• The problem:
Using the data below, output the first line and every line after it up to and including the line containing "Please list the", exactly as written and with nothing added.

(Entries supplied Opens)

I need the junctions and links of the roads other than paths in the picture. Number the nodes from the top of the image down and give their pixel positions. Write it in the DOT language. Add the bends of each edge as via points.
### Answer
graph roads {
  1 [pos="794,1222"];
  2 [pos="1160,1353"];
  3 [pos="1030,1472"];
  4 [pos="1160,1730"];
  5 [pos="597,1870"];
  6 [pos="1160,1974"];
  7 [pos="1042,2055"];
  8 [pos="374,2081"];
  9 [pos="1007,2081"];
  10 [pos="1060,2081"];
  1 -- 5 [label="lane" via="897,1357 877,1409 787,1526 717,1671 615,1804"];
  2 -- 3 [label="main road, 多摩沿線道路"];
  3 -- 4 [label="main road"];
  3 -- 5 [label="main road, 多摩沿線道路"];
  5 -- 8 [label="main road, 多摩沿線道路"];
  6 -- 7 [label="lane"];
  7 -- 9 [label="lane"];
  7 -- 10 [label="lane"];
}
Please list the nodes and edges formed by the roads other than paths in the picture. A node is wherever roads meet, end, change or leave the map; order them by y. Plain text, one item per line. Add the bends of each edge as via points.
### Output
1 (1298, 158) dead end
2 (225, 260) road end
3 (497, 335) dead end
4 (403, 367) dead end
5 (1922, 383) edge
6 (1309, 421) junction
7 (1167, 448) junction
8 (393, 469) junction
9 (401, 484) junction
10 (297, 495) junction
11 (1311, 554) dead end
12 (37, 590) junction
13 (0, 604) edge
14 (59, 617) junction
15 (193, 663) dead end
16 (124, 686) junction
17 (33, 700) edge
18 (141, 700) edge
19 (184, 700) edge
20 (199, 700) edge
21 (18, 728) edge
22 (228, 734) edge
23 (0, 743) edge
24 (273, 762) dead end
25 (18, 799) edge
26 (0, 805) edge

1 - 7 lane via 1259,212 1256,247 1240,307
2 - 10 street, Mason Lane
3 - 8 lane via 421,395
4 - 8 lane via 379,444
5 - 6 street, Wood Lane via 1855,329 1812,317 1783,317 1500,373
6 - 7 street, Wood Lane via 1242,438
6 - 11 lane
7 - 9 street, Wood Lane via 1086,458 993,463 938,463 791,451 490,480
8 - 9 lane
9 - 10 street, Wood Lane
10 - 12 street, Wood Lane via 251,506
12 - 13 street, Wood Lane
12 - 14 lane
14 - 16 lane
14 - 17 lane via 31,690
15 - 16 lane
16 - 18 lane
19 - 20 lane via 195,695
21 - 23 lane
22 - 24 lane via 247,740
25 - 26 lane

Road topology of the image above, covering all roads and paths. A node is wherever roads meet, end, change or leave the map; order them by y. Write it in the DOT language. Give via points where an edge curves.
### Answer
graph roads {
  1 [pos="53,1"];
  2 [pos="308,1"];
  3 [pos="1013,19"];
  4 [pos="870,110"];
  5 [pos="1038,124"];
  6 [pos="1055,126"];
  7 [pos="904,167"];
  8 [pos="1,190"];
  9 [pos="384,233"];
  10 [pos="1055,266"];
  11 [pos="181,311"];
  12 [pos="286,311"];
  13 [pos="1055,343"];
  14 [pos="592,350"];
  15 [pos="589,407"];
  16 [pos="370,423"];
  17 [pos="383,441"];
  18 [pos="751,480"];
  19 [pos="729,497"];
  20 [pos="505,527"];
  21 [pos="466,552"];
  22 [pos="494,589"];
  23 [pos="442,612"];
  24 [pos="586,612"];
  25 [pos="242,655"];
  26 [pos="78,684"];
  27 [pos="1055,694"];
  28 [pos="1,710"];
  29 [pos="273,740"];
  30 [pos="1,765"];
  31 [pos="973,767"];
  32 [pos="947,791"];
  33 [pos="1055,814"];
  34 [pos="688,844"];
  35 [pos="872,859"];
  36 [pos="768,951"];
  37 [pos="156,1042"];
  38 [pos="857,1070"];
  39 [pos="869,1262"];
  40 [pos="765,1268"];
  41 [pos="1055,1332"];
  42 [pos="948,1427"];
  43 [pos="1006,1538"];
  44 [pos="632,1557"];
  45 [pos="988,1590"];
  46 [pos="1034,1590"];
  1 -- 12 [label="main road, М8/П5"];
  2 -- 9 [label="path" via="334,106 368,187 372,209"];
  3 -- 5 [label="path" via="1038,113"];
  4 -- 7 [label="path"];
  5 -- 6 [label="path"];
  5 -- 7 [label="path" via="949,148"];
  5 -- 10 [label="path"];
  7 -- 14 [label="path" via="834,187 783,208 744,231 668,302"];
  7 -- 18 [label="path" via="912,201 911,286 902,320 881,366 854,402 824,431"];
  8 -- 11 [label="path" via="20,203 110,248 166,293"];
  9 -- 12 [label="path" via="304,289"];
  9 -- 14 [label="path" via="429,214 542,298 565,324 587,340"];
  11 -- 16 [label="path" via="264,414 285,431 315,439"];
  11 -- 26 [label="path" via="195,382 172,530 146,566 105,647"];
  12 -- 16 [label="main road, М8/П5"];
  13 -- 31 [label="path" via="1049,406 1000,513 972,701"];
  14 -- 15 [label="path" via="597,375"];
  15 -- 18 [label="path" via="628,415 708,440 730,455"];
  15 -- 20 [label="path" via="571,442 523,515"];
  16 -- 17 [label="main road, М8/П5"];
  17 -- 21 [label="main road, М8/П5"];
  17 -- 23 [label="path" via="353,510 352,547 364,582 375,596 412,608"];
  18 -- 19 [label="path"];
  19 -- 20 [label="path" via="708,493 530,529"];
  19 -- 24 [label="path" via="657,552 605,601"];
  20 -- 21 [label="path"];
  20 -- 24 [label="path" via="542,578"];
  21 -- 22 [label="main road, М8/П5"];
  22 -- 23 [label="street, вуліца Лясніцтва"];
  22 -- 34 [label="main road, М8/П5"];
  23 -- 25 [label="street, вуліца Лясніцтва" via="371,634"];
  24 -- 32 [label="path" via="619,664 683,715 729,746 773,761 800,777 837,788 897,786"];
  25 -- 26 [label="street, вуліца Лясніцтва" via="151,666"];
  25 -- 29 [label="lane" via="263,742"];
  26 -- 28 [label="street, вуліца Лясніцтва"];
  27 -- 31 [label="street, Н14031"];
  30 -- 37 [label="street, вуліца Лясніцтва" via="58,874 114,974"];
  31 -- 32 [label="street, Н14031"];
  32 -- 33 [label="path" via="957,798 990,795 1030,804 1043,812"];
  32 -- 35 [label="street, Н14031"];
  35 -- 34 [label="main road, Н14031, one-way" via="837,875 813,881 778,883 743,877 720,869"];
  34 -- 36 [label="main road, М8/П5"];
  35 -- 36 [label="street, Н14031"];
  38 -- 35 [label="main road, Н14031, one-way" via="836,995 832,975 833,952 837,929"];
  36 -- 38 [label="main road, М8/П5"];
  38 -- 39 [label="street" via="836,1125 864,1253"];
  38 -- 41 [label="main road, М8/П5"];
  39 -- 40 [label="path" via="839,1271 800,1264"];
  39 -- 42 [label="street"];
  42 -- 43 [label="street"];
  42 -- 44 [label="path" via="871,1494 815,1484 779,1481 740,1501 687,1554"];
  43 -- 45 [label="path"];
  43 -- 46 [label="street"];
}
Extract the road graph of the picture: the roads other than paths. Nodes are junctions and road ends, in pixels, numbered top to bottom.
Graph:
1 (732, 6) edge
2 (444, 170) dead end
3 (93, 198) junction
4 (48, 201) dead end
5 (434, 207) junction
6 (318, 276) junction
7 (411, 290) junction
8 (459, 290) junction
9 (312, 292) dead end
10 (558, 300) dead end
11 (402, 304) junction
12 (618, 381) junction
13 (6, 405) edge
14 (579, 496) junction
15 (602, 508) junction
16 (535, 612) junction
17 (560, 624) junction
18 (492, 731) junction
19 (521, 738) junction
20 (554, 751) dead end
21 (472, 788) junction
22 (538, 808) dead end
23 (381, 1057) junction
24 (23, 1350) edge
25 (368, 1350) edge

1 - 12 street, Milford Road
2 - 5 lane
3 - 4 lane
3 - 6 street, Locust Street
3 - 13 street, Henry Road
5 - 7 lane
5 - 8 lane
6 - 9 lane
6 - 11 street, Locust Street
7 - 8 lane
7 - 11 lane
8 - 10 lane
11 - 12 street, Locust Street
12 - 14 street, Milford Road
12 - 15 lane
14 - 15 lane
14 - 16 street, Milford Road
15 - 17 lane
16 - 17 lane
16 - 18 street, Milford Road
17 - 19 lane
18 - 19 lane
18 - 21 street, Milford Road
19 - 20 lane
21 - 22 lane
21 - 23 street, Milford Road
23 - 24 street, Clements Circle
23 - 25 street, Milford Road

(Entries supplied Closes)

• Exercise answer:
I need the junctions and links of the roads other than paths in the picture. Number the nodes from the top of the image down and give their pixel positions. Write it in the DOT language. Add the bends of each edge as via points.
### Answer
graph roads {
  1 [pos="794,1222"];
  2 [pos="1160,1353"];
  3 [pos="1030,1472"];
  4 [pos="1160,1730"];
  5 [pos="597,1870"];
  6 [pos="1160,1974"];
  7 [pos="1042,2055"];
  8 [pos="374,2081"];
  9 [pos="1007,2081"];
  10 [pos="1060,2081"];
  1 -- 5 [label="lane" via="897,1357 877,1409 787,1526 717,1671 615,1804"];
  2 -- 3 [label="main road, 多摩沿線道路"];
  3 -- 4 [label="main road"];
  3 -- 5 [label="main road, 多摩沿線道路"];
  5 -- 8 [label="main road, 多摩沿線道路"];
  6 -- 7 [label="lane"];
  7 -- 9 [label="lane"];
  7 -- 10 [label="lane"];
}
Please list the nodes and edges formed by the roads other than paths in the picture. A node is wherever roads meet, end, change or leave the map; order them by y. Plain text, one item per line. Add the bends of each edge as via points.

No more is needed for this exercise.